Balalaika (1939)

Well, I missed one day out of the year already, but I’m going to just shrug that one up.  Its the holiday weekend, I can give myself a break.  Besides of all the things to worry about, posting on this blog is not going to be one of them.  But enough about that, lets go on to today’s actual post subject.

For this post, I decided I wanted to talk about one of my favorite classic films.  Balalaika is a 1939 musical based on stage musical produced a few years earlier.  It stars Nelson Eddy and Ilona Massey.  It also has some notable character actors in the background including Charles Ruggles (The Grandfather in Parent Trap) and Frank Morgan (better known as the Wizard from The Wizard of Oz).

The plot of the movie is an interesting alternative history of Russia.  Instead of the Romanovs, the royal family of Russia is the Karagins, but that doesn’t mean the people of Russia are any less likely to try and rebel.  Eddy plays the Prince, Peter Karagin who falls in love with a singer he hears at the Balalaika, a club in St. Petersburg.  He disguises himself as a student to romance Lydia Marakova, who is secretly a revolutionary along with her father (a  music professor) and brother (a pianist).  They do the local work of the Party from their home where Professor Marakov also teaches music.

Peter manages to fool Lydia and her family into believing he’s just a music student by singing a great rendition of The Volga Boatman, a Russian folksong.

 

Suitably impressed, Lydia decides to give Peter “Teranda” a chance.  He in turn decides to use his princely influence to get her a interview with the head of the Russian Opera. The two fall in love but things of course don’t go as planned.

Lydia’s brother turns out to be a hothead who is not willing to just wait for the right moment, and goes to hold a revolt in town.  Unfortunately he is killed when the Cossack (led by Peter) come to break up the crowd.  This leads her father to agree to be part of an assassination plot of General Kargin, Peter’s father.  I’m guessing Peter is probably a son of a younger son, thus not actually high on the line of succession as they both make it out of this movie alive, and we all know what happened to the Romanovs

While Paval Marakov can’t do it in the end, a family friend does shoot the General.  This of course ends Lydia & Peter’s relationship.  For one, Lydia is arrested at her debut at the Opera for participation in the General’s not-so-fatal shooting.  Also, Peter is off to war.

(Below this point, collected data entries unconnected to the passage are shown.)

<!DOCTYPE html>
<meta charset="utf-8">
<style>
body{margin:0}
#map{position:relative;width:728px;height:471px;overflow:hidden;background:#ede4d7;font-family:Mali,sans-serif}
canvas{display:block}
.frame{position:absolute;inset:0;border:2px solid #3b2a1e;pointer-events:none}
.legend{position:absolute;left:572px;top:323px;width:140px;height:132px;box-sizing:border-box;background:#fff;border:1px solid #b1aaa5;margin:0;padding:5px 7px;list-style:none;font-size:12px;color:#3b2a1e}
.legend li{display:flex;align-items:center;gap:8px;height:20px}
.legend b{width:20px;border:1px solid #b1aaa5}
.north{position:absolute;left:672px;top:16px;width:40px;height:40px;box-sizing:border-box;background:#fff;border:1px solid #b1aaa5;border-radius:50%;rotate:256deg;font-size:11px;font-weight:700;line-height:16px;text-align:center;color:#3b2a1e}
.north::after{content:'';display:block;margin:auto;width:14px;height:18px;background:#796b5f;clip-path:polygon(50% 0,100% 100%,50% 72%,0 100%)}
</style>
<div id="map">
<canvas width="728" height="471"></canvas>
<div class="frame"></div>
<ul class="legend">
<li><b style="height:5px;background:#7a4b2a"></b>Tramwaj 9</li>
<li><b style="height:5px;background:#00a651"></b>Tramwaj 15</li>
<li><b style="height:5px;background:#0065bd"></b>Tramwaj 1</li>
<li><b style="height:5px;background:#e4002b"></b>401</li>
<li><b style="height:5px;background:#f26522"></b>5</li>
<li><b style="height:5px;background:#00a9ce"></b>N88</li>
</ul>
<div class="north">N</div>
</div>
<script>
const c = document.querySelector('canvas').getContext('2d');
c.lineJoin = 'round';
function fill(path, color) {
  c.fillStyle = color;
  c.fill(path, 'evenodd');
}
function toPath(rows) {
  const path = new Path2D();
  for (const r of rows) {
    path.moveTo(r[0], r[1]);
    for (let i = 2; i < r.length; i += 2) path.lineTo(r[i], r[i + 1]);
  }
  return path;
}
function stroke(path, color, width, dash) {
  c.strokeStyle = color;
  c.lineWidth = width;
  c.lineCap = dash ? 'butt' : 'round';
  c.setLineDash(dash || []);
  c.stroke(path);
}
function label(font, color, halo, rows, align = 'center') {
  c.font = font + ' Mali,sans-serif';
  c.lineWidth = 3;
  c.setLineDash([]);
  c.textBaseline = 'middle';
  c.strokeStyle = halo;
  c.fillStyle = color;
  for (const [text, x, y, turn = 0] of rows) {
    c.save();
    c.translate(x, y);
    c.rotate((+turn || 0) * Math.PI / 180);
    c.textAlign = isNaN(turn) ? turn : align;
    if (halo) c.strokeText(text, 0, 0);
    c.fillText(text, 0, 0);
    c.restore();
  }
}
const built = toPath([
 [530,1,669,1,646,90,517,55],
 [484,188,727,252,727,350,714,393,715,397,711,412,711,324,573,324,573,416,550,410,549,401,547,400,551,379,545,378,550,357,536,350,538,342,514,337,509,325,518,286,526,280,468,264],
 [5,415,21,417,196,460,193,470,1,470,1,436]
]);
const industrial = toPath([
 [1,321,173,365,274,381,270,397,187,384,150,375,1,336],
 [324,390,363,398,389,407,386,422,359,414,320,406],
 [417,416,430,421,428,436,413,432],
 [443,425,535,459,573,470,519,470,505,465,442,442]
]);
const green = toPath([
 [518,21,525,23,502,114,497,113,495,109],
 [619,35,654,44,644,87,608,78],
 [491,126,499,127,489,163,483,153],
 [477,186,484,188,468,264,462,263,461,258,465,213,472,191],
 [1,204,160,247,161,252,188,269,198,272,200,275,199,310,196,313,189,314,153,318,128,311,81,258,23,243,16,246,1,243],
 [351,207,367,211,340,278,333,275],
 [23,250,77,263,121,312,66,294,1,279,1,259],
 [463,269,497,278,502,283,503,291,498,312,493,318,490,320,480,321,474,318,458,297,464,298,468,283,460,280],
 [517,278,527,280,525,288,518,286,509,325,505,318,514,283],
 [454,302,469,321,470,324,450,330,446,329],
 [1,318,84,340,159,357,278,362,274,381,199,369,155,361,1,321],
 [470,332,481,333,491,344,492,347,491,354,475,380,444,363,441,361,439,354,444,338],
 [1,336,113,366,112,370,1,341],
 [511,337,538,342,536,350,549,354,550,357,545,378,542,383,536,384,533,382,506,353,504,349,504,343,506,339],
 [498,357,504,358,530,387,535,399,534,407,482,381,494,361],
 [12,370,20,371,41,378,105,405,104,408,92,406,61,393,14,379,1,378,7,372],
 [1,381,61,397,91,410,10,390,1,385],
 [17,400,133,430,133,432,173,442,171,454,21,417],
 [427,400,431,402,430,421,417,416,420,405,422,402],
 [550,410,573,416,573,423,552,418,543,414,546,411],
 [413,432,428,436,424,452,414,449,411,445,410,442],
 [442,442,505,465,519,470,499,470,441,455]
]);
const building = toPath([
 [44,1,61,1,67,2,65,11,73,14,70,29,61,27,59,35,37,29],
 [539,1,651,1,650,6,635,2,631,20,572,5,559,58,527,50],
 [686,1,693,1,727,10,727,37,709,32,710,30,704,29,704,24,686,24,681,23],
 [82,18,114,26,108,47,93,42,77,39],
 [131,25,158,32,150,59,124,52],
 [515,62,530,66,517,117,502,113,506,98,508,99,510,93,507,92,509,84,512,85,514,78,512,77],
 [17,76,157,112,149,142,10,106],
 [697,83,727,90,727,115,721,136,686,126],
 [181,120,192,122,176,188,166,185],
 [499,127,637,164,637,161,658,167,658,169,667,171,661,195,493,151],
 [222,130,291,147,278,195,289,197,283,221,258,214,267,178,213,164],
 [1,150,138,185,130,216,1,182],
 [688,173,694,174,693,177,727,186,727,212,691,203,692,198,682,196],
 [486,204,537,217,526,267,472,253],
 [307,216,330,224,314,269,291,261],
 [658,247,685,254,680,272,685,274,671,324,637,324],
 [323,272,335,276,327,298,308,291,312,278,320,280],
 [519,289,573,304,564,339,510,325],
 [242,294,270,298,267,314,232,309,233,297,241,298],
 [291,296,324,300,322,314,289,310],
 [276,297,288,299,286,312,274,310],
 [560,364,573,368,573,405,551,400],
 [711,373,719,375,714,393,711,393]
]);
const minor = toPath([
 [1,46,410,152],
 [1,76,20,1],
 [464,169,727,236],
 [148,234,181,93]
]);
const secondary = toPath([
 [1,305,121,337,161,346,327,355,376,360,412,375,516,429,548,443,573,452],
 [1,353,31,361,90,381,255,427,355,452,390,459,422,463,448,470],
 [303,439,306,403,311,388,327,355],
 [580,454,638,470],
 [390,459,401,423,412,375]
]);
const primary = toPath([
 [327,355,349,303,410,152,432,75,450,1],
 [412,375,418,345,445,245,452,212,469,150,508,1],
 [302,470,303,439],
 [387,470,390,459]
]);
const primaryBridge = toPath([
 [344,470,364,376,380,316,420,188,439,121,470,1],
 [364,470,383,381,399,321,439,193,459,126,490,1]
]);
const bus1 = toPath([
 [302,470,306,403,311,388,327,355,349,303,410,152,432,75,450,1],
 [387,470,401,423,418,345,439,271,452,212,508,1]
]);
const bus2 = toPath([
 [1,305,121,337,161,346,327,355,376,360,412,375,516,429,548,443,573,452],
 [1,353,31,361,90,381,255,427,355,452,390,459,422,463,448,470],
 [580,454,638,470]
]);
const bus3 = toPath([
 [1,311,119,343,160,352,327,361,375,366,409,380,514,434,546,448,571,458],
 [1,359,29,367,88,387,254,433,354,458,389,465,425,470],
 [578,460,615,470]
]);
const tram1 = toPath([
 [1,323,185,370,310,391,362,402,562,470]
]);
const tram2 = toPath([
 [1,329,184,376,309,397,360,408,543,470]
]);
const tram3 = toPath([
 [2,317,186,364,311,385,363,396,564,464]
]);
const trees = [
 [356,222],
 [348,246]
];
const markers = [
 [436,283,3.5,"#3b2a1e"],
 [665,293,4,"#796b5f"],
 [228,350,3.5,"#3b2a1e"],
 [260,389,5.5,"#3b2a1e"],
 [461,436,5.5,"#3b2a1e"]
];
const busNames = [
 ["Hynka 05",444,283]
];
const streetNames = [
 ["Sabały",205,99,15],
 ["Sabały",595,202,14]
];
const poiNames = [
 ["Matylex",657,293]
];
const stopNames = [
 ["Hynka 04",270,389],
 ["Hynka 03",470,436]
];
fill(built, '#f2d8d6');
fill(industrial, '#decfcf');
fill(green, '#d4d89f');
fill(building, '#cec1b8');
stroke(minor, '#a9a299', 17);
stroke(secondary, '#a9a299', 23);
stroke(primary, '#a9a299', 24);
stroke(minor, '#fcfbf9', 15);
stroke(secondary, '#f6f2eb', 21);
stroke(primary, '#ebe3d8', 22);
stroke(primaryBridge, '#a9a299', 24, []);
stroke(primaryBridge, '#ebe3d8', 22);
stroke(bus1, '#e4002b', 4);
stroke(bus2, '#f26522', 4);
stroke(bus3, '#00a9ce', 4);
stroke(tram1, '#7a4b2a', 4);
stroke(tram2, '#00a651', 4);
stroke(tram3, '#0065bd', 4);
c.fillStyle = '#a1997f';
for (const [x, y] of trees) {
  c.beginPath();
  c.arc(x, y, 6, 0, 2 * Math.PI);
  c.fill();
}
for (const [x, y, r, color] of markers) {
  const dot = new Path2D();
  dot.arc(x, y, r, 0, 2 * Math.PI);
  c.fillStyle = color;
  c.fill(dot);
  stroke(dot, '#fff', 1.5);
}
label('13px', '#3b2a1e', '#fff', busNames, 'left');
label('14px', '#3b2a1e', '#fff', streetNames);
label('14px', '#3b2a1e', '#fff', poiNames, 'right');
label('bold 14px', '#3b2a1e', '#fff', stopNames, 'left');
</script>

Things don’t go so well for our pair as the movie continues.  There is a revoltion in Russia which makes Peter and many of his aristocratic friends (and fellow Cossacks) flee to Paris where they now live much less effluent lives.  Lydia, freed from prison by Peter as one of his last acts before going off to war, finds herself struggling to keep a job.

The movie ends with them all joining together for a New Years day party years after the war.  Peter’s former valet Nicki and his wife Marsha (who was Lydia’s maid when she sang at the original club) have opened a Russian themed club called the Balalaika and have decided to serve the Aristocracy of Russia one more time as many of them have become their close friends.

They both watch sorrowfully as Peter continues to be heartbroken, and they worry about Lydia who has disappeared for awhile.  However they both end up at the Club that night, and through some careful scheming, Marsha and Nicki get the two lovebirds together while singing a New Years wish to a mirror, and thus reuniting them for a happy New Year.

Its a good movie, in my opinion and one of my favorites of Nelson Eddy.  Its full of great songs.  I wish I could find a video of Nelson Eddy singing Silent Night in German with the German troops as the two sides hold a truce for Christmas.

The only regret I have is since this was never a book (to my knowledge) we don’t really get to see what happened with Peter & Lydia during the years they were apart.  It also doesn’t really give you a good idea of the passing of time.  Just that you get the feeling years have passed.

If you are in the mood for a classic musical or for operettas, I suggest watching this movie.  It has wonderful singing and a good love story.